If the data is taken randomly, how can a DQN approximate a meaningful function? It would be like going into a labyrinth marking the way and the directions chosen along the way. Then, after a while (an episode in our programming case), all those markings are randomly changing their direction/position.

This phenomenon is a fundamental consideration in the design of reinforcement learning algorithms as opposed to other learning algorithms. For example, supervised learning algorithms would learn to map states to actions solely through the state and corresponding action pairs provided in a fixed dataset. Like you mentioned, any randomness in the corresponding action will generally degrade the learning process.

In contrast, reinforcement learning algorithms do not not assume to have any knowledge of the desired actions beforehand and must learn the desired actions through interacting with the environment and receiving a reward signal and a next state signal. Consequently, randomness or variation in the actions is necessary to investigate the possible actions to see which actions will accrue the most reward; training on the data will increase the probability of taking actions that accrued more reward, and vice versa. In other words, the training process of reinforcement learning is meant to assess the data instead of imitate a fixed dataset as in supervised learning.
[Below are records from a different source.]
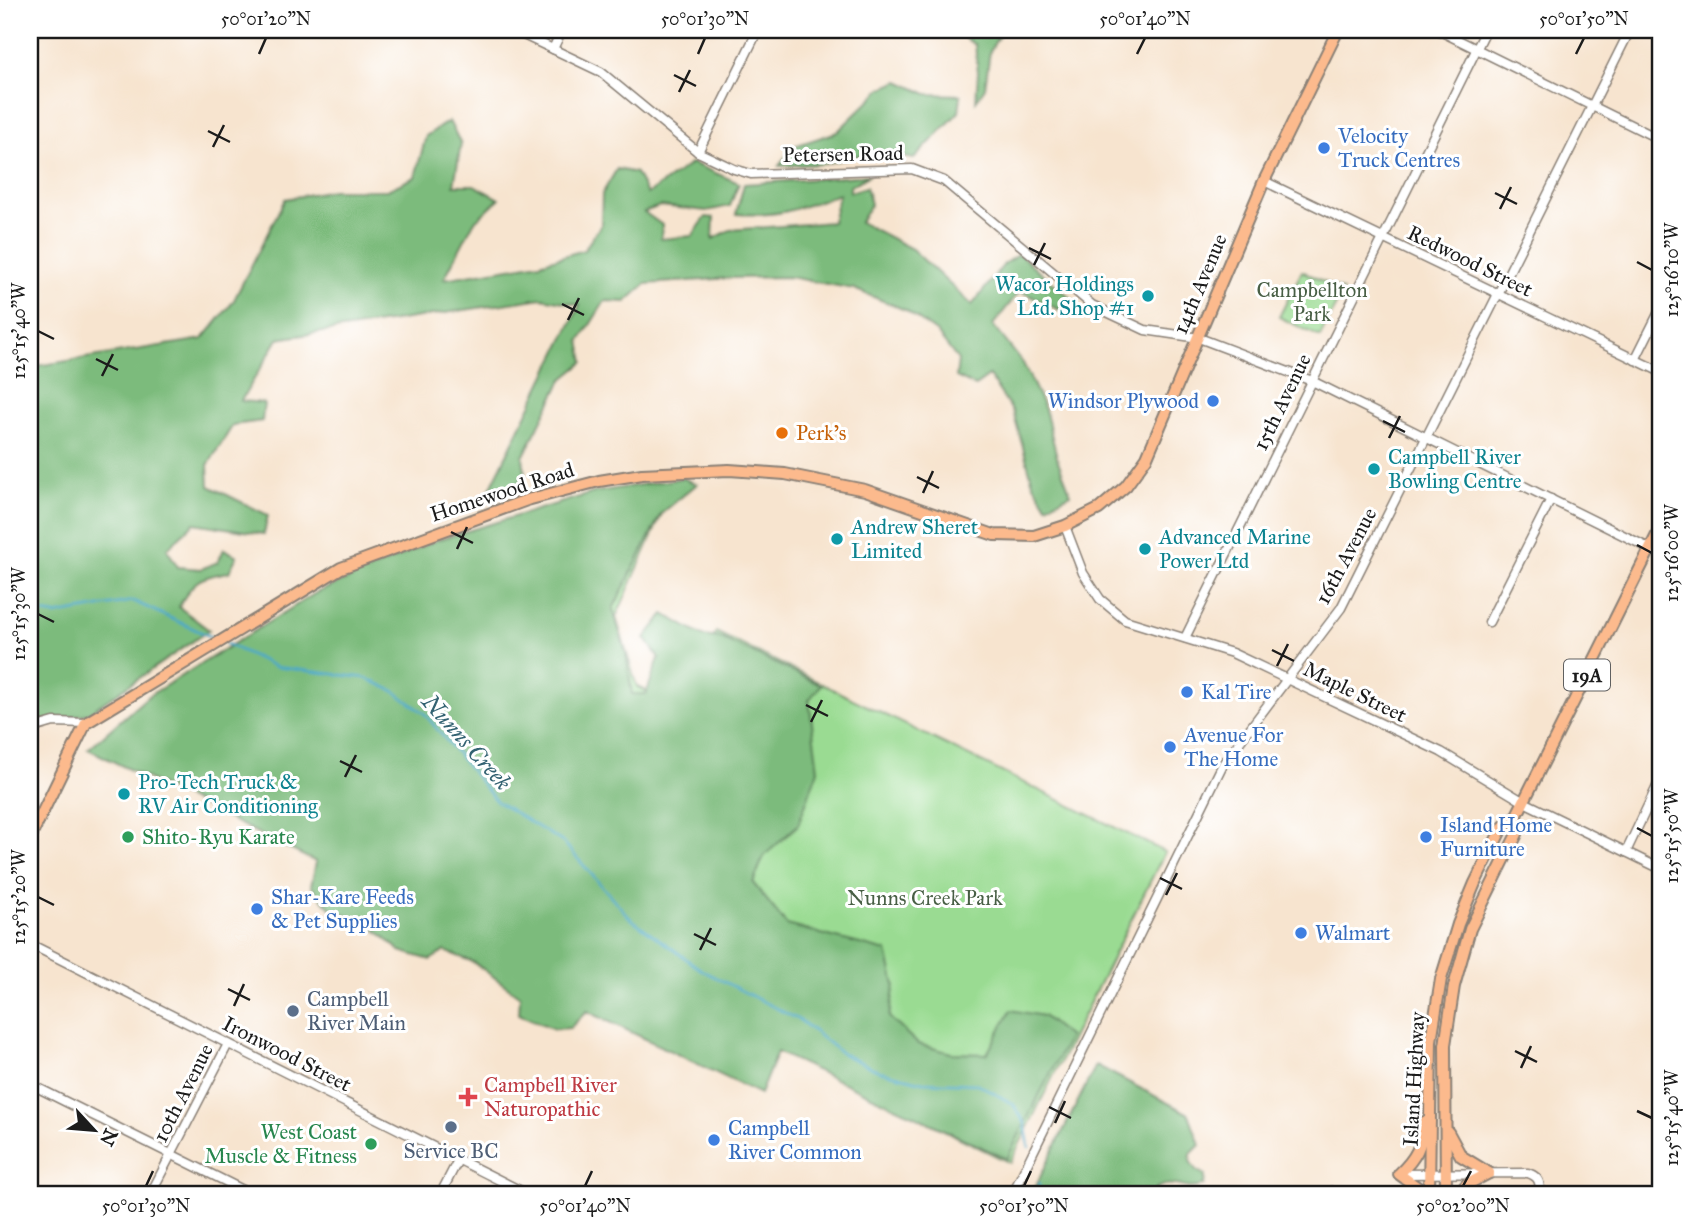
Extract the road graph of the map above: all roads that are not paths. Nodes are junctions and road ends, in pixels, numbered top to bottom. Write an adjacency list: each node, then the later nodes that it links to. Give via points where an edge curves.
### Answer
1 (513, 30): 9 (street, Petersen Road)
2 (562, 30): 9 (street)
3 (758, 30): 12 (street)
4 (1338, 30): 13 (main road, 14th Avenue)
5 (1438, 30): 8 (street)
6 (1486, 30): 8 (street, 15th Avenue)
7 (1630, 30): 10 (street, 16th Avenue)
8 (1476, 48): 10 (street); 14 (street, 15th Avenue)
9 (553, 49): 12 (street, Petersen Road, via 601,72)
10 (1592, 106): 11 (street); 15 (street, 16th Avenue)
11 (1661, 140)
12 (698, 152): 17 (street, Petersen Road, via 751,174 912,169 944,181 1092,305 1145,330)
13 (1264, 181): 14 (street, Redwood Street); 17 (main road, 14th Avenue)
14 (1383, 238): 15 (street, Redwood Street); 20 (street, 15th Avenue)
15 (1498, 293): 18 (street, Redwood Street); 21 (street, 16th Avenue)
16 (1661, 308): 18 (street)
17 (1199, 338): 20 (street, Petersen Road); 23 (main road, 14th Avenue, via 1147,457 1126,486 1102,507)
18 (1635, 360): 19 (street, Redwood Street)
19 (1661, 372)
20 (1312, 381): 21 (street, Petersen Road); 28 (street, 15th Avenue)
21 (1426, 437): 22 (street, Petersen Road); 29 (street, 16th Avenue, via 1341,608)
22 (1551, 499): 25 (street, Petersen Road); 27 (street)
23 (1065, 526): 28 (street, Maple Street, via 1083,573 1100,599 1125,620); 30 (main road, Homewood Road, via 1034,536 994,536 865,490 785,474 729,470 599,481 527,499 341,568)
24 (1661, 527): 25 (main road, Island Highway / 19A)
25 (1650, 548): 26 (street, Petersen Road); 33 (main road, Island Highway / 19A)
26 (1661, 554)
27 (1489, 622)
28 (1185, 638): 29 (street, Maple Street, via 1232,653)
29 (1287, 679): 33 (street, Maple Street, via 1441,752); 53 (street, 16th Avenue, via 1223,764)
30 (86, 723): 31 (street, via 54,722); 35 (main road)
31 (30, 729)
32 (1661, 778): 36 (street)
33 (1524, 802): 34 (main road, Island Highway / 19A); 36 (street, Maple Street)
34 (1517, 816): 39 (main road, Island Highway / 19A, via 1502,828 1458,924 1441,979); 42 (main road, Island Highway / 19A, via 1517,834 1470,929 1454,986 1445,1045)
35 (30, 838)
36 (1626, 852): 37 (street, Maple Street)
37 (1661, 869)
38 (30, 944): 40 (street, Ironwood Street)
39 (1431, 1041): 46 (main road, via 1421,1147); 47 (main road, Island Highway / 19A)
40 (228, 1044): 43 (street, 10th Avenue); 44 (street, Ironwood Street)
41 (30, 1084): 43 (street)
42 (1445, 1122): 45 (main road, via 1461,1156); 48 (main road, Island Highway / 19A)
43 (170, 1155): 49 (street, 10th Avenue); 50 (street)
44 (458, 1160): 51 (street); 52 (street, Ironwood Street)
45 (1489, 1173): 48 (street); 57 (main road, via 1466,1185); 58 (street, via 1535,1175)
46 (1399, 1174): 47 (street); 54 (main road)
47 (1430, 1174): 48 (street); 55 (main road, Island Highway / 19A)
48 (1446, 1174): 56 (main road, Island Highway / 19A)
49 (150, 1195)
50 (253, 1195)
51 (440, 1195)
52 (529, 1195)
53 (1012, 1195)
54 (1423, 1195)
55 (1429, 1195)
56 (1446, 1195)
57 (1458, 1195)
58 (1540, 1195)

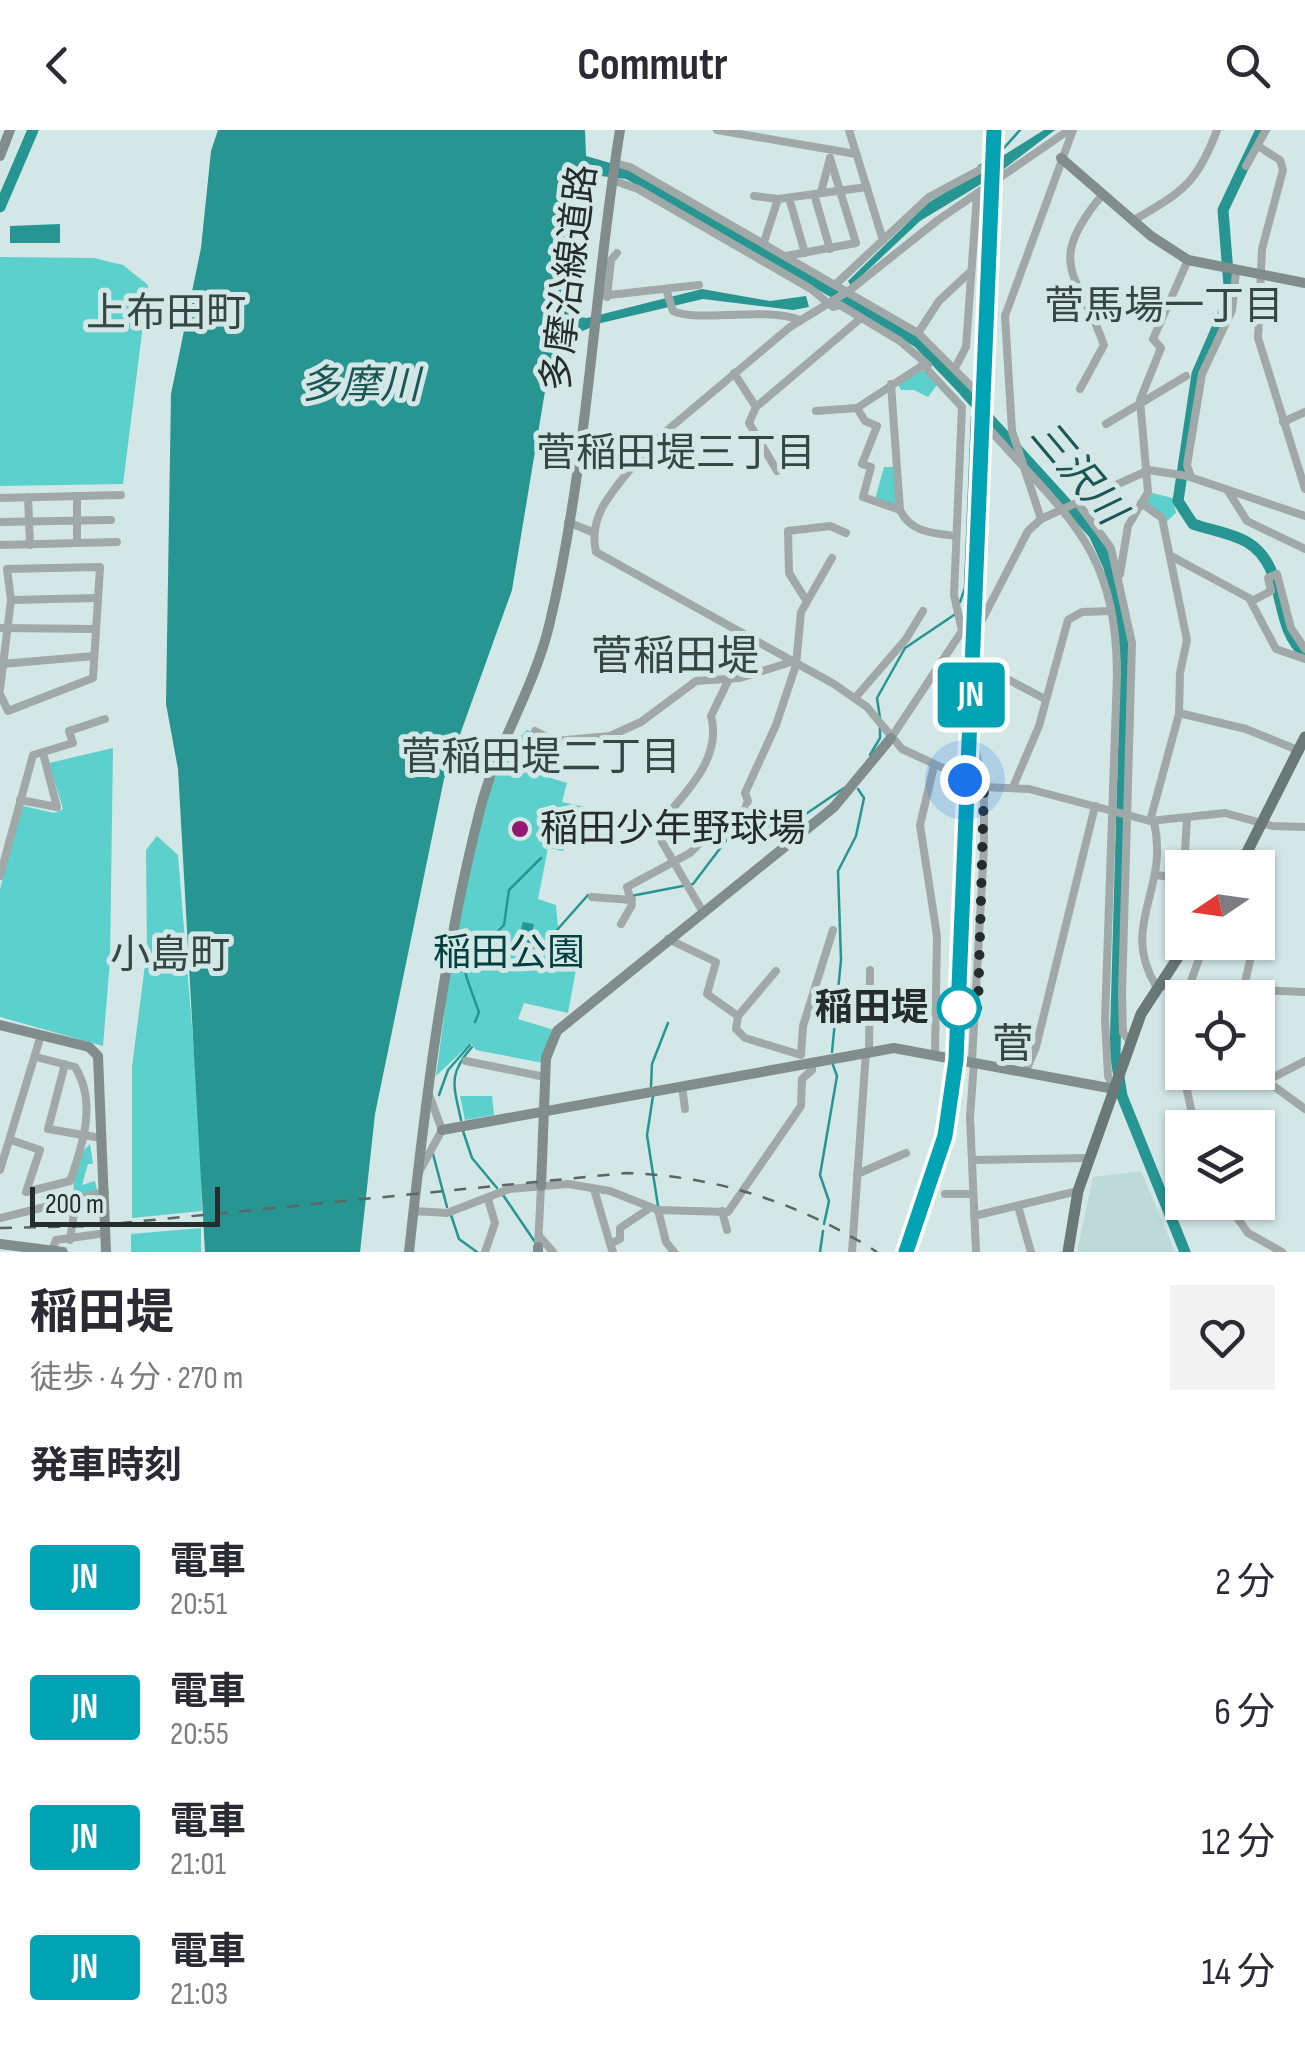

All those transitions are stored in one Python deque (or a long memory buffer). And now the surprise to me: one a small amount of those data taken from that buffer. Much worse, randomly. For my limited intuition capacity, this is hard to believe. Because due to the randomness of this batch, the sequence of actions played in one episode doesn't play any role anymore. And this is my question: How it is supposed to work?

To understand why training on sequences of actions is unnecessary, it helps to understand why it is possible to train on old data using the Q-learning update (see equation 6.8 of Sutton and Barto's book):

$$Q(S_t, A_t) \leftarrow Q(S_t, A_t) + \alpha\left[(R_{t+1} + \gamma \max_{a}Q(S_{t+1}, a)) - Q(S_t, A_t)\right].$$

Here, the approximate Q-function $$Q(S_t, A_t)$$ is being updated with the state, action, reward, next state tuples $$(s, a, r, s')$$. Importantly, these tuples were generated by a policy that takes random actions a small percentage of the time ($$\epsilon$$-greedy exploration). This policy that generates the data is the behavior policy. In contrast, the policy being learned is the policy that never explores (and only exploits) through using $$\underset{a}{\max}Q(S_{t+1}, a)$$ as an estimate of the return from the next state. This policy that only exploits is called the target policy that doesn't match the behavior policy of taking exploratory actions. Under certain conditions that I won't detail (e.g. reducing the exploration hyperparameter $$\epsilon$$), successively performing Q-learning updates is shown to converge to the optimal Q-function. Therefore, old data from previous behavior policies can be used during the Q-learning update to approximate the target policy.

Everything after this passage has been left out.